• _The task_:
Return all lines from the entries below in which the word "lane" is present.

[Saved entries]
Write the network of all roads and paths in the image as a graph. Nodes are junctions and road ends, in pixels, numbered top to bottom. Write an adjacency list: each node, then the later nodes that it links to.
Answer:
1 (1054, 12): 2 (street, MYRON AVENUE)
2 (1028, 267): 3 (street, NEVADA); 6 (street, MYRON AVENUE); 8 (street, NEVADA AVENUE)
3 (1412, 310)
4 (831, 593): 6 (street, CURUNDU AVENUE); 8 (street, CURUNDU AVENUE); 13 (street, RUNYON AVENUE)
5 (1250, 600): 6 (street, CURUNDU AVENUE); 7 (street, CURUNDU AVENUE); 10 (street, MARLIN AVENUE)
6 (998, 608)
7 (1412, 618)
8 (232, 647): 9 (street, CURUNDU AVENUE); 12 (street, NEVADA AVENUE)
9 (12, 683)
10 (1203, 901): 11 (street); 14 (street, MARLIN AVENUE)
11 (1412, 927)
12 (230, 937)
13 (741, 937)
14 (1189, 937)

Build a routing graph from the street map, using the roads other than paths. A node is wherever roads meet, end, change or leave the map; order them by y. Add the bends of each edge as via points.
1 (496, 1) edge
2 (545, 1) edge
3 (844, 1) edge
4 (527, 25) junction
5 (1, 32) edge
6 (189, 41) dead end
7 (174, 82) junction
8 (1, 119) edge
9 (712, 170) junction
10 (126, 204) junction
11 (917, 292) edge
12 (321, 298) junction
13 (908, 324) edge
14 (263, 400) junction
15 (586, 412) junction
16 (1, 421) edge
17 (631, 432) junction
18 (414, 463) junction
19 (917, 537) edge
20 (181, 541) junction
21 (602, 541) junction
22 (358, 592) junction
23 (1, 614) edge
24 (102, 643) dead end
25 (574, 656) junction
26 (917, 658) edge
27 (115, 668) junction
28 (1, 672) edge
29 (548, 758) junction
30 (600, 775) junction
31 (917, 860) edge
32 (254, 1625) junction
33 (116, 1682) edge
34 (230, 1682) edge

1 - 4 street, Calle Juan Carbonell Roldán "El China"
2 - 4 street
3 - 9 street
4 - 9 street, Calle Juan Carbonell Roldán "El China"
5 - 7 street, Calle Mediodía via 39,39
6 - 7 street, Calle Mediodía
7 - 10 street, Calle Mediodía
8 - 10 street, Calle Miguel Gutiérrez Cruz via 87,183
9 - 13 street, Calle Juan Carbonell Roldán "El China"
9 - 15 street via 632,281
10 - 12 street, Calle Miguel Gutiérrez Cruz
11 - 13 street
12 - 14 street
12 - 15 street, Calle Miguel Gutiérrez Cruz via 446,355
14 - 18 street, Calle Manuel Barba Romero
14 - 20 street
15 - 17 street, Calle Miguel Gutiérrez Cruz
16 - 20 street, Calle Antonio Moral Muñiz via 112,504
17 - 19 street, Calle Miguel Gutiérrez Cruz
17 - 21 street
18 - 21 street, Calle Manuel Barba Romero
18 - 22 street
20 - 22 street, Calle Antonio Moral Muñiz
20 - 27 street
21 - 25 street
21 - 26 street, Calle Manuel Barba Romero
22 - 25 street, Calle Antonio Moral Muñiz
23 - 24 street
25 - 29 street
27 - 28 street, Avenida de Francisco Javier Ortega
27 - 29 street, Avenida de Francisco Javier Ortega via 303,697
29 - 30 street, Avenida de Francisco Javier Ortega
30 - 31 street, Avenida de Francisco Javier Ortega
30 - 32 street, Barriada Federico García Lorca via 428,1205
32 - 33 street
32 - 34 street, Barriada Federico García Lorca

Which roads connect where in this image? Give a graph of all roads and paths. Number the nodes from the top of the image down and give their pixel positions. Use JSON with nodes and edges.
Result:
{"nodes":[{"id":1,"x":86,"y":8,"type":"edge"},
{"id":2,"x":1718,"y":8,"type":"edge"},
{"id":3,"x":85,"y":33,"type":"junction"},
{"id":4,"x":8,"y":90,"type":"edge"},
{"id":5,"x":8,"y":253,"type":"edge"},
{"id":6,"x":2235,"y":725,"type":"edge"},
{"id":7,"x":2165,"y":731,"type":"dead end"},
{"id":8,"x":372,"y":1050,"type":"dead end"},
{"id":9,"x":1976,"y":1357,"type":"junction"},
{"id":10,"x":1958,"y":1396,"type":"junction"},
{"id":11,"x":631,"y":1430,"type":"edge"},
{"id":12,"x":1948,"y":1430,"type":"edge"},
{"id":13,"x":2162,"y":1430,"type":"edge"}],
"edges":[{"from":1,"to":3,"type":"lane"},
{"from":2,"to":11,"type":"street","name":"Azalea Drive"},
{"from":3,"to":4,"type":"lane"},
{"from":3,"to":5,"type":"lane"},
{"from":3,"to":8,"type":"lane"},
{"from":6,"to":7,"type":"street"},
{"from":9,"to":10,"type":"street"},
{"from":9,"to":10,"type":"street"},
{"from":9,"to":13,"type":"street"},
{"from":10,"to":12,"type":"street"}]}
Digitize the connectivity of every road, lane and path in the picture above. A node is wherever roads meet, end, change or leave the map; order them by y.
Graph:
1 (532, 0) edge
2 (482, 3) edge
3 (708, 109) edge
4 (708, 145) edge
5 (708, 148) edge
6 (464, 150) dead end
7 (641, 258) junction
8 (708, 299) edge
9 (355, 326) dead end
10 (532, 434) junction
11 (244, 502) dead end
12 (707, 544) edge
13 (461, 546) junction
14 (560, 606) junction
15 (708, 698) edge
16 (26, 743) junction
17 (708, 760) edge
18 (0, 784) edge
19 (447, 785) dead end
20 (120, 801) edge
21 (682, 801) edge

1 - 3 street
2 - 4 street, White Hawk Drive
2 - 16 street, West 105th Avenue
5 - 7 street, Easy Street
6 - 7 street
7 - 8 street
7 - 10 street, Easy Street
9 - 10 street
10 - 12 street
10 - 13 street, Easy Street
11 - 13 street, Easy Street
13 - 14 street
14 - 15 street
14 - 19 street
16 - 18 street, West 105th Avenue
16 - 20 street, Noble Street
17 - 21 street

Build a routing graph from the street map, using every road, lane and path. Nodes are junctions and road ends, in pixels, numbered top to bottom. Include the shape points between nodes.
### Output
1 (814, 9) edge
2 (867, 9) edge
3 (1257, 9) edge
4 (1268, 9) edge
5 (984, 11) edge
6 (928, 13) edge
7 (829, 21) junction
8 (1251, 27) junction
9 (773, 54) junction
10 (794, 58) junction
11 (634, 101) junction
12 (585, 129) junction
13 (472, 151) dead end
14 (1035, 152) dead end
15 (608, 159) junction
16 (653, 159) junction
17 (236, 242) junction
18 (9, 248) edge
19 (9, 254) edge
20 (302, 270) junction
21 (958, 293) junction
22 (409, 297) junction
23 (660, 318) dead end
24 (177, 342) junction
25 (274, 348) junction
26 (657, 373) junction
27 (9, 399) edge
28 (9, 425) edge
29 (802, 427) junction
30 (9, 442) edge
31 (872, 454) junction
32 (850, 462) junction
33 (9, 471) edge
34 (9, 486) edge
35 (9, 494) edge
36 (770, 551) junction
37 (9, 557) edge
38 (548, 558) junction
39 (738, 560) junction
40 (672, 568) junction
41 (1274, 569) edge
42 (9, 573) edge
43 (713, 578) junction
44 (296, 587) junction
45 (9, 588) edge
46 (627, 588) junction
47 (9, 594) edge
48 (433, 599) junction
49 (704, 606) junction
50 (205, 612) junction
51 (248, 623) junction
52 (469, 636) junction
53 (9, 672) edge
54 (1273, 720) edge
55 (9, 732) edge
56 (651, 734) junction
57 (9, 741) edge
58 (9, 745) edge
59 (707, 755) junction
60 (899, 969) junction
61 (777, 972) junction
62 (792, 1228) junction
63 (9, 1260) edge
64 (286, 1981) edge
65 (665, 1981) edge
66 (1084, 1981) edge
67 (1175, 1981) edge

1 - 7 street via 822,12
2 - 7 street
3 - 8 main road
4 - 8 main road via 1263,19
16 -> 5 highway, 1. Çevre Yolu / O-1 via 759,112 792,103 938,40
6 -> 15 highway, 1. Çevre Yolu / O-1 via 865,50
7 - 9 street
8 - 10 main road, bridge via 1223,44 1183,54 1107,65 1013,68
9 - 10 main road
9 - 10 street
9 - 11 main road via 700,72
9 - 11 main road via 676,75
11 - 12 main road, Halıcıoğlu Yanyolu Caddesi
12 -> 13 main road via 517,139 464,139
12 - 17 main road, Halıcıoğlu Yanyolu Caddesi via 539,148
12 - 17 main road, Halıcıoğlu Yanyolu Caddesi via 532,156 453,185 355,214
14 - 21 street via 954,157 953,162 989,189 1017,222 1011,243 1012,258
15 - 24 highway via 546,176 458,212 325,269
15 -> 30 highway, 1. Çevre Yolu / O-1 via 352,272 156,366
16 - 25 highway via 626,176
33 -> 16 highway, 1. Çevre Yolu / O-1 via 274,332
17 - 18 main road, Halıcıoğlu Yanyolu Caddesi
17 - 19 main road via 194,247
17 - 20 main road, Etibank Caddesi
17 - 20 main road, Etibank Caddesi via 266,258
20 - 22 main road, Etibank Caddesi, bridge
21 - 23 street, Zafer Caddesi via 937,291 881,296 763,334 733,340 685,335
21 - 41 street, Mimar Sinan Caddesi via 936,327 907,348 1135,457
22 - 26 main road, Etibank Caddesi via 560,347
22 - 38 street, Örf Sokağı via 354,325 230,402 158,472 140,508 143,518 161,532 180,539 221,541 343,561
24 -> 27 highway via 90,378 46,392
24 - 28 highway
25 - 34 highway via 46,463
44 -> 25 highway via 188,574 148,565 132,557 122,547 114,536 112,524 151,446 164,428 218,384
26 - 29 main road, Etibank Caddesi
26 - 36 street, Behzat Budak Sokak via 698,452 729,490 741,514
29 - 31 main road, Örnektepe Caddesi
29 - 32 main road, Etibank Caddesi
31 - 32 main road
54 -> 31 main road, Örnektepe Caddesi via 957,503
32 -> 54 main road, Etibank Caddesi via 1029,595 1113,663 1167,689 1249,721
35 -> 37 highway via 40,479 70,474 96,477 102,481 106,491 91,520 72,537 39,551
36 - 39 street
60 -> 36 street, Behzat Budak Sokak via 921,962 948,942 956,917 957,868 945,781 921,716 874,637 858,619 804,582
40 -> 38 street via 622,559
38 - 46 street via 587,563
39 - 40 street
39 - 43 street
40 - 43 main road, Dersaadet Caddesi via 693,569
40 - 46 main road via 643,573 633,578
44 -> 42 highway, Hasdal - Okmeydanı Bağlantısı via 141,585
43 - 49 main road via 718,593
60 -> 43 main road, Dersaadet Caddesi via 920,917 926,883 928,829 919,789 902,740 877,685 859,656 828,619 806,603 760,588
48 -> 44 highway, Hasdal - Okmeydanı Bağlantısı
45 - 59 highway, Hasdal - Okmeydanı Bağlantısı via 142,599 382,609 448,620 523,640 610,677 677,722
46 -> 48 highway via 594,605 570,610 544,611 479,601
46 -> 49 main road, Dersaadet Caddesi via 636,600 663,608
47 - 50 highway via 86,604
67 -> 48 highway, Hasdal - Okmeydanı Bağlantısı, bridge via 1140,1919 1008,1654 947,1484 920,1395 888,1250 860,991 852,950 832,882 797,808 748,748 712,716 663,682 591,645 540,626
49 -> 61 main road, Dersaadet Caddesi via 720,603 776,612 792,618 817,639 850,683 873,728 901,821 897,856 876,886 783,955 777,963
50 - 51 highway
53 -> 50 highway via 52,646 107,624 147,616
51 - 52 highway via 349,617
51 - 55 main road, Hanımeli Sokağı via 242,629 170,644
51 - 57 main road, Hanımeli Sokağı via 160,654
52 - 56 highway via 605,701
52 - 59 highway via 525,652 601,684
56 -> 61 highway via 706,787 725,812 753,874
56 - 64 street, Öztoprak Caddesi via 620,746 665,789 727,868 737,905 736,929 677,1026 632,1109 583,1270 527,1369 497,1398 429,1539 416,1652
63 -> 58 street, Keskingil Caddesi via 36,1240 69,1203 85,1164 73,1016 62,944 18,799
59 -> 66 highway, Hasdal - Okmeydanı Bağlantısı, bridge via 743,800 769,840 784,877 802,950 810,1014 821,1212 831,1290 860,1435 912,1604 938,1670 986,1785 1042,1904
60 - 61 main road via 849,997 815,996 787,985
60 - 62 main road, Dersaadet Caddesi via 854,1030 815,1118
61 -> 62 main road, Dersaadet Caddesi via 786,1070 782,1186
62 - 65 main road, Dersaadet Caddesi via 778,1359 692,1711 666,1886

• _Response box_:
"edges":[{"from":1,"to":3,"type":"lane"},
{"from":3,"to":4,"type":"lane"},
{"from":3,"to":5,"type":"lane"},
{"from":3,"to":8,"type":"lane"},
Digitize the connectivity of every road, lane and path in the picture above. A node is wherever roads meet, end, change or leave the map; order them by y.
Build a routing graph from the street map, using every road, lane and path. Nodes are junctions and road ends, in pixels, numbered top to bottom. Include the shape points between nodes.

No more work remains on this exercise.